Dans les transports urbains, le passage d’un monde centré sur l’automobile à un monde centré sur les smartphones ne constitue que la face visible de l’iceberg car le matériel n’est plus au centre de nos modes de vie. Le monde dans lequel nous basculons est centré sur le logiciel. Le chauffeur de VTC, le cadre urbain sans voiture et l’ouvrier hyper-mobile ne sont que quelques exemples, à côté de nombreux autres tels que marchand sur eBay ou Etsy2, bloggeur, musicien indépendant et spécialiste SEO. Chaque fois que le logiciel permet un nouveau mode de vie, on voit apparaître une nouvelle série de valeurs vécues et la société en devient à chaque fois plus irrévérencieuse. Certaines valeurs, telles que la prédilection de la location sur la possession, sont communes à plusieurs modes de vie émergents et menacent des pastorales telles que « le rêve américain », dans laquelle la propriété de la résidence principale est une valeur centrale. D’autres valeurs, parmi lesquelles les préférences alimentaires, s’individualisent de plus en plus et mettent en doute l’idée même d’une pastorale de « pyramide alimentaire officielle » unique s’imposant à tous.

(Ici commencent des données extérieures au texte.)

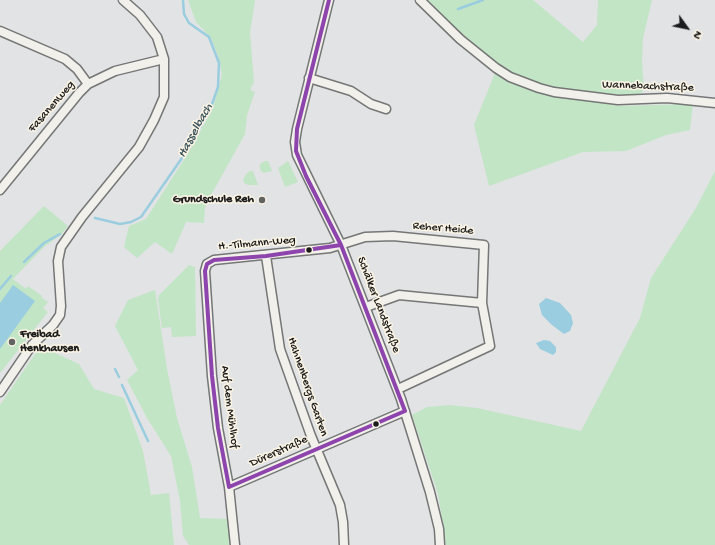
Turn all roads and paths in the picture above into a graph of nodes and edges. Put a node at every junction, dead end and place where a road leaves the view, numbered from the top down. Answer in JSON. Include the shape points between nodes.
{"nodes":[{"id":1,"x":123,"y":0,"type":"edge"},
{"id":2,"x":329,"y":0,"type":"edge"},
{"id":3,"x":420,"y":0,"type":"edge"},
{"id":4,"x":0,"y":31,"type":"edge"},
{"id":5,"x":164,"y":59,"type":"junction"},
{"id":6,"x":309,"y":78,"type":"junction"},
{"id":7,"x":88,"y":84,"type":"junction"},
{"id":8,"x":715,"y":103,"type":"edge"},
{"id":9,"x":386,"y":109,"type":"dead end"},
{"id":10,"x":0,"y":190,"type":"edge"},
{"id":11,"x":341,"y":245,"type":"junction"},
{"id":12,"x":266,"y":256,"type":"junction"},
{"id":13,"x":205,"y":271,"type":"joint"},
{"id":14,"x":482,"y":304,"type":"junction"},
{"id":15,"x":366,"y":306,"type":"junction"},
{"id":16,"x":398,"y":389,"type":"junction"},
{"id":17,"x":0,"y":392,"type":"edge"},
{"id":18,"x":405,"y":411,"type":"junction"},
{"id":19,"x":316,"y":449,"type":"junction"},
{"id":20,"x":229,"y":487,"type":"junction"},
{"id":21,"x":235,"y":545,"type":"edge"},
{"id":22,"x":344,"y":545,"type":"edge"},
{"id":23,"x":440,"y":545,"type":"edge"}],
"edges":[{"from":1,"to":5,"type":"street","via":[[140,15],[157,37]]},
{"from":2,"to":6,"type":"street","name":"Schälker Landstraße"},
{"from":3,"to":8,"type":"street","name":"Wannebachstraße","via":[[460,39],[496,68],[510,77],[538,88],[618,100],[667,98]]},
{"from":4,"to":7,"type":"street","via":[[65,59],[77,69]]},
{"from":5,"to":7,"type":"street","name":"Fasanenweg","via":[[115,71]]},
{"from":5,"to":17,"type":"street","via":[[164,97],[147,134],[82,217],[60,250],[57,269],[62,306],[60,315],[32,345]]},
{"from":6,"to":9,"type":"street","via":[[351,91],[370,104]]},
{"from":6,"to":11,"type":"street","name":"Schälker Landstraße","via":[[296,129],[296,151]]},
{"from":7,"to":10,"type":"street","name":"Fasanenweg"},
{"from":11,"to":12,"type":"street","name":"H.-Tilmann-Weg"},
{"from":11,"to":14,"type":"street","name":"Reher Heide","via":[[365,237],[393,236],[484,245]]},
{"from":11,"to":15,"type":"street","name":"Schälker Landstraße"},
{"from":12,"to":13,"type":"street","name":"H.-Tilmann-Weg","via":[[214,260],[207,264]]},
{"from":12,"to":19,"type":"street","name":"Hahnenbergs Garten","via":[[280,348]]},
{"from":13,"to":20,"type":"street","name":"Auf dem Mühlhof","via":[[213,384]]},
{"from":14,"to":15,"type":"street","via":[[399,295]]},
{"from":14,"to":16,"type":"street","name":"Reher Heide","via":[[490,346]]},
{"from":15,"to":16,"type":"street","name":"Schälker Landstraße"},
{"from":16,"to":18,"type":"street","name":"Schälker Landstraße"},
{"from":18,"to":19,"type":"street","name":"Dürerstraße"},
{"from":18,"to":23,"type":"street","name":"Schälker Landstraße","via":[[440,529]]},
{"from":19,"to":20,"type":"street","name":"Dürerstraße"},
{"from":19,"to":22,"type":"street","name":"Hahnenbergs Garten","via":[[340,505]]},
{"from":20,"to":21,"type":"street","name":"Auf dem Mühlhof"}]}
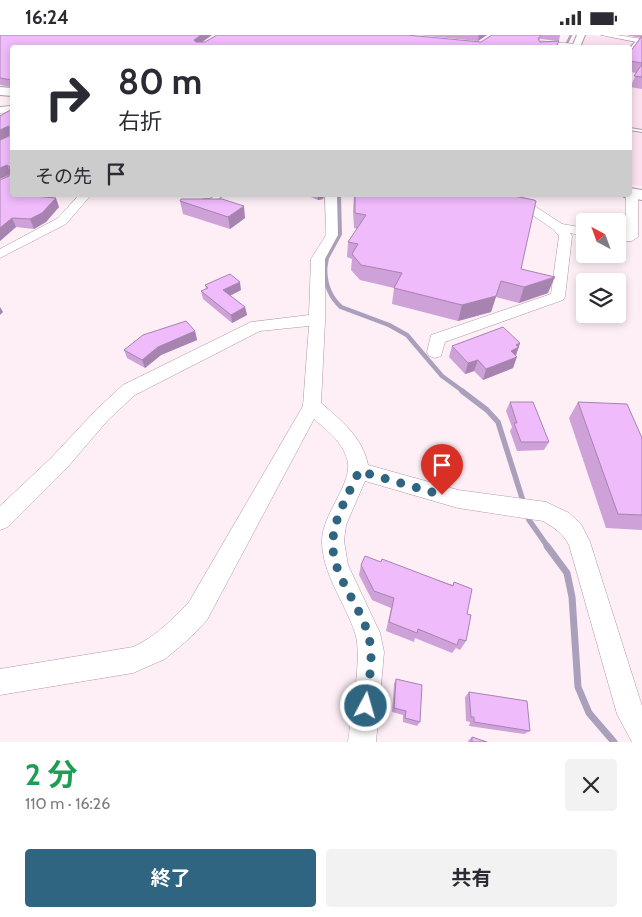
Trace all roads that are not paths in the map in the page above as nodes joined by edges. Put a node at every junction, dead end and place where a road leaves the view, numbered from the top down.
1 (604, 35) edge
2 (639, 42) edge
3 (542, 45) edge
4 (560, 45) edge
5 (635, 194) edge
6 (82, 197) edge
7 (217, 197) edge
8 (331, 197) edge
9 (513, 197) edge
10 (196, 202) edge
11 (558, 227) junction
12 (576, 231) edge
13 (626, 238) edge
14 (0, 254) edge
15 (317, 321) junction
16 (435, 352) dead end
17 (312, 406) junction
18 (359, 471) junction
19 (0, 520) edge
20 (0, 682) edge
21 (642, 732) edge
22 (362, 742) edge

1 - 2 street
3 - 4 street
5 - 13 street
6 - 14 street
7 - 10 lane
8 - 15 street
9 - 11 street
11 - 12 street
11 - 16 street
15 - 17 street
15 - 19 street
17 - 18 street
17 - 20 street
18 - 21 street
18 - 22 street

Au cours de l’Histoire, des changements aussi importants ont déclenché des réactions en chaîne qui se sont propagées jusqu’à toucher la dynamique politique au niveau mondial.

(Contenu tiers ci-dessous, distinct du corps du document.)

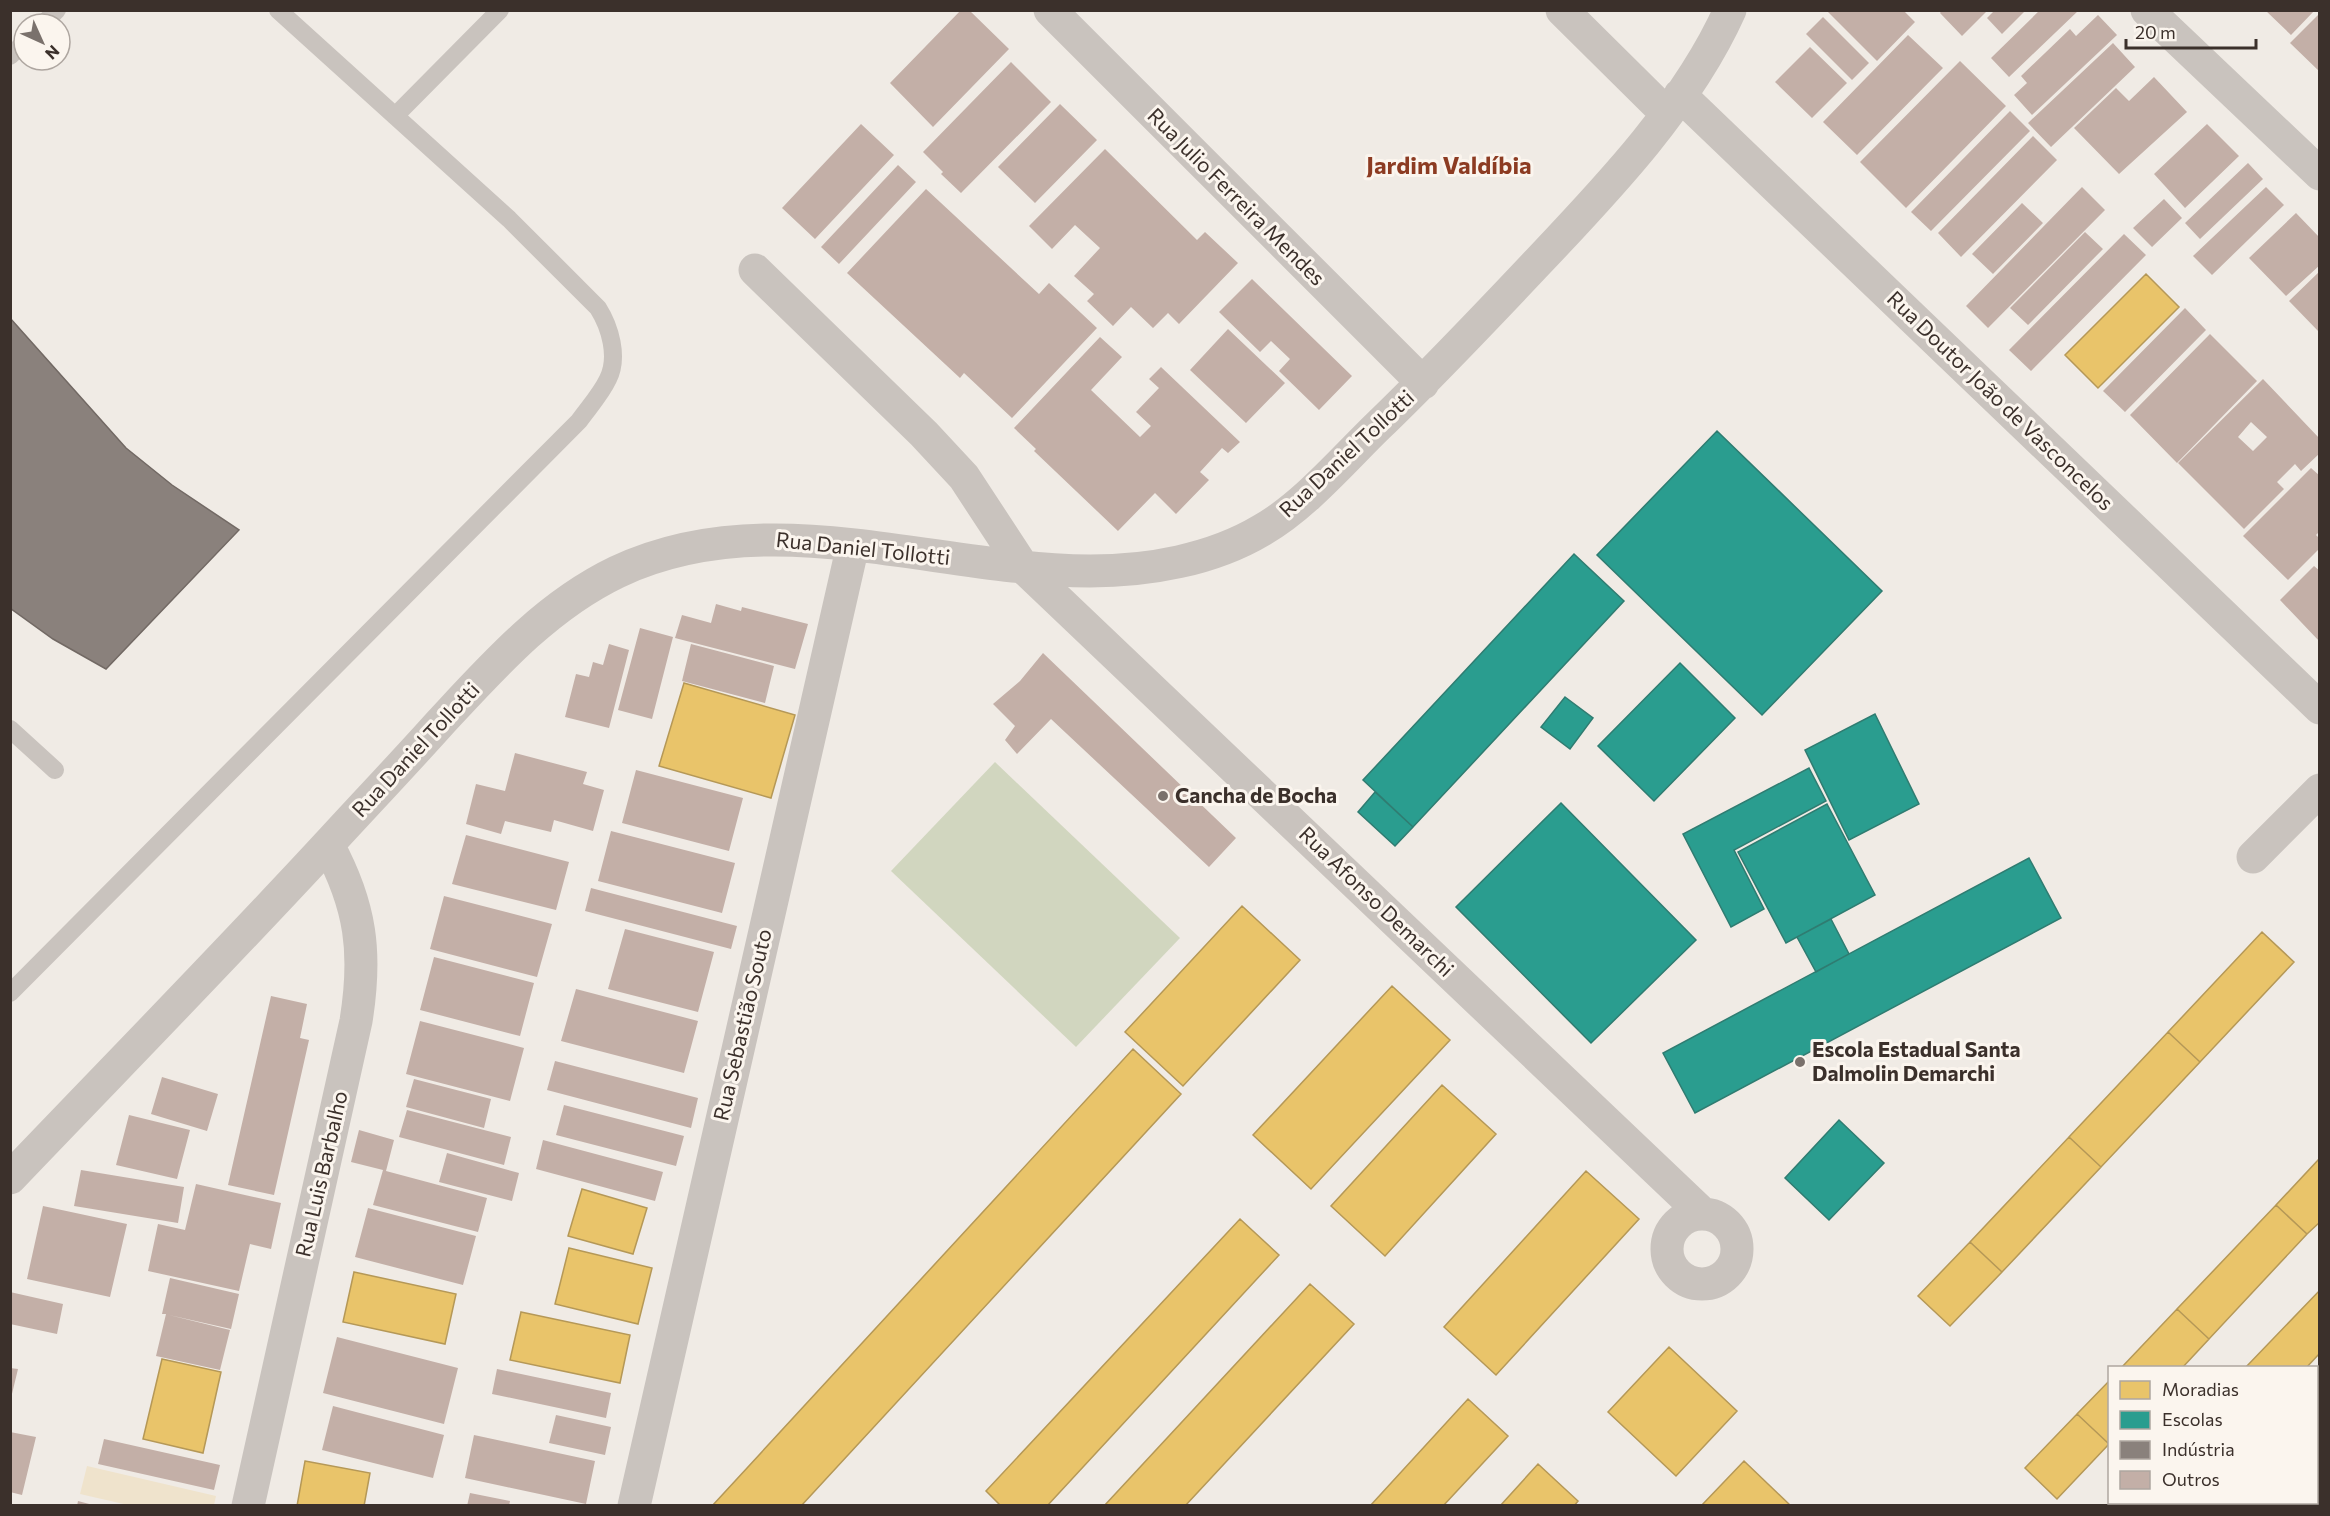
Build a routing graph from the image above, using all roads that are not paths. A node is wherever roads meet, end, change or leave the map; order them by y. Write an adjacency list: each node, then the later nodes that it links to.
1 (278, 10): 8 (lane)
2 (500, 10): 8 (lane)
3 (1050, 10): 11 (street, Rua Julio Ferreira Mendes)
4 (1562, 10): 7 (street, Rua Doutor João de Vasconcelos)
5 (1730, 10): 7 (street, Rua Daniel Tollotti)
6 (2147, 10): 9 (street)
7 (1673, 104): 11 (street, Rua Daniel Tollotti); 14 (street, Rua Doutor João de Vasconcelos)
8 (395, 116): 20 (lane)
9 (2319, 174)
10 (755, 270): 13 (street, Rua Afonso Demarchi)
11 (1423, 383): 13 (street, Rua Daniel Tollotti)
12 (853, 545): 13 (street, Rua Daniel Tollotti); 18 (street, Rua Daniel Tollotti); 24 (street, Rua Sebastião Souto)
13 (1023, 567): 22 (street, Rua Afonso Demarchi)
14 (2319, 708)
15 (10, 729): 16 (lane)
16 (56, 770)
17 (2319, 790): 19 (street)
18 (328, 845): 21 (street, Rua Daniel Tollotti); 23 (street, Rua Luis Barbalho)
19 (2253, 857)
20 (10, 993)
21 (10, 1178)
22 (1702, 1213)
23 (248, 1506)
24 (634, 1506)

Que les idéologies marginales finissent par s’imposer ou pas3, leur échelle de valeur et leur sens des priorités, eux, s’imposent inéluctablement, tirés par des modes de vie émergents et des valeurs vécues.

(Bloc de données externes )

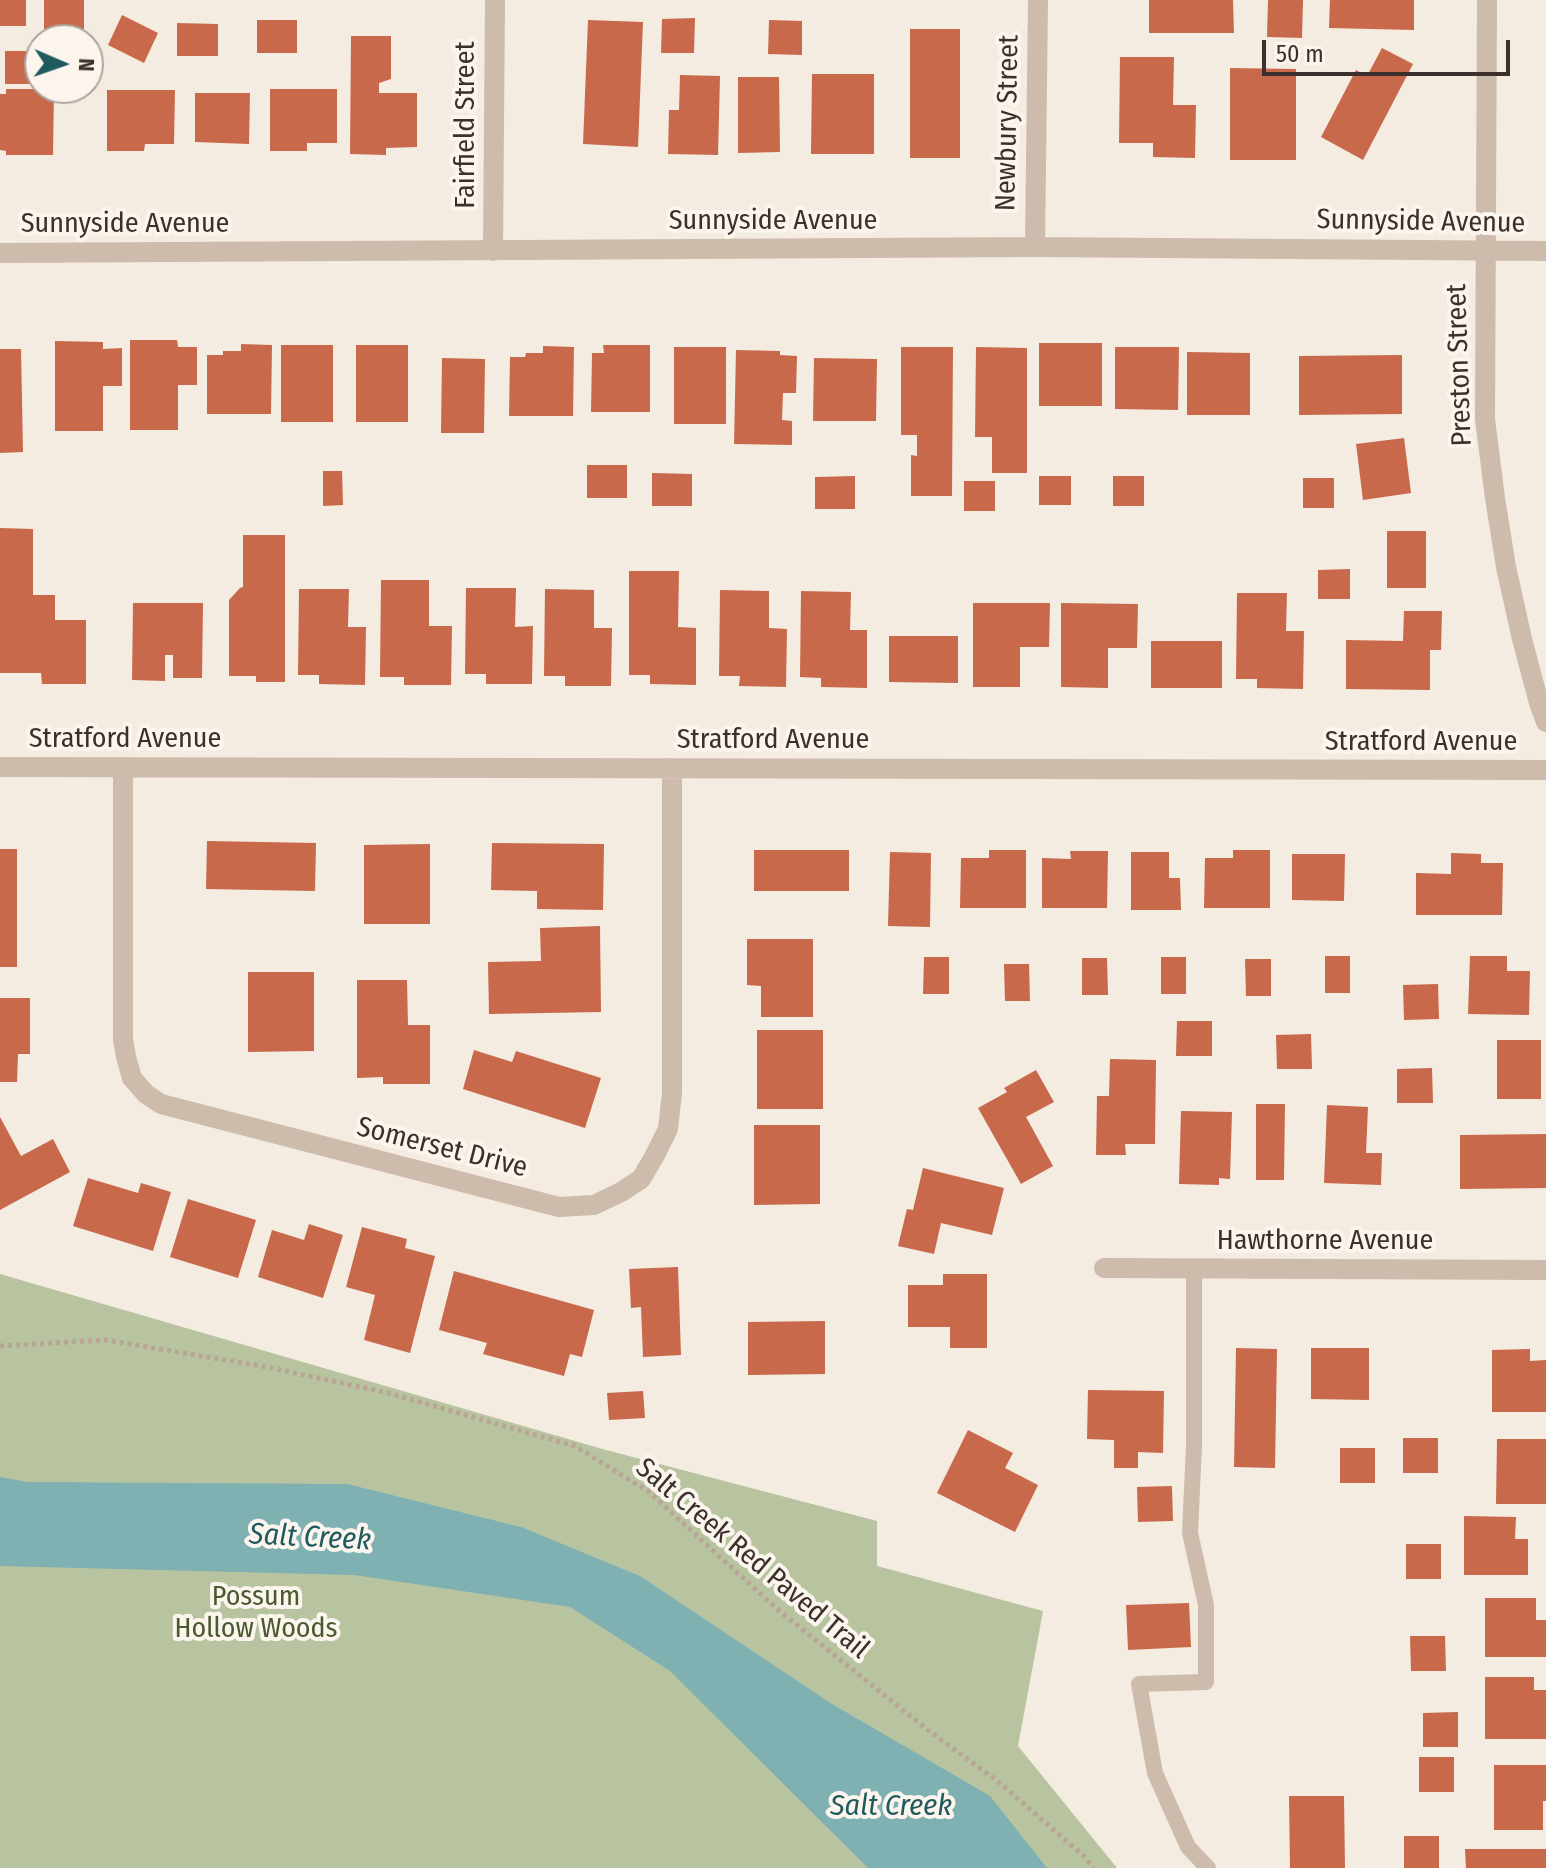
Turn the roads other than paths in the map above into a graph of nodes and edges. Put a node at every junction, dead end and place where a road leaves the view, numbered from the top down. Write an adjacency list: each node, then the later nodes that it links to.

Ces considérations n’ont rien de nouveau pour la communauté des historiens des technologies et ont déjà donné lieu à des débats sans fin pour savoir si ce sont les valeurs sociales qui induisent les changements technologiques (ce qu’on appelle le déterminisme social) ou si, au contraire, le progrès technique change les valeurs sociales (ce qu’on appelle le déterminisme technologique). En pratique, le fait que les gens changent et bouleversent l’idéal des « valeurs humaines » en place rend la question sans objet. Les nouvelles valeurs vécues et les nouvelles technologies se répandent simultanément dans la société sous la forme de nouveaux modes de vie. Les anciens modes de vies ne disparaissent pas forcément : autour du globe on trouve encore des forgerons et des paysans jeffersoniens ; cependant, leur importance sociale, ne fait que diminuer. C’est pourquoi des technologies dépassées coexistent aux côtés des nouvelles technologies. De même, de plus en plus de systèmes de valeurs coexistent également.
En d’autres termes, le pluralisme humain finit par se développer pour profiter de tout le potentiel des technologies disponibles4.
C’est ce que nous appelons le principe du pluralisme créateur. Le pluralisme créateur est ce qui permet au cercle vertueux du surplus du consommateur et des externalités positives d’entrer en action. L’éphéméralisation – la capacité de faire de plus en plus avec de moins en moins – crée de la place et laisse coexister plusieurs modes de vie et de nombreuses valeurs individuelles, sans restreindre l’avenir à une seule direction prédéterminée.
Le caractère imprévisible de ce principe implique que le déterminisme, qu’il soit social ou technologique, est incomplet car il repose sur le paradigme de la rareté. Le passé ne peut absolument pas « déterminer » l’avenir car l’avenir est trop complexe et trop diversifié. Le pluralisme créateur représente une nouvelle façon d’appréhender le monde et un nouvel ordre moral, le tout sous la forme d’une organisation sociale plus ouverte et technologiquement plus sophistiquée.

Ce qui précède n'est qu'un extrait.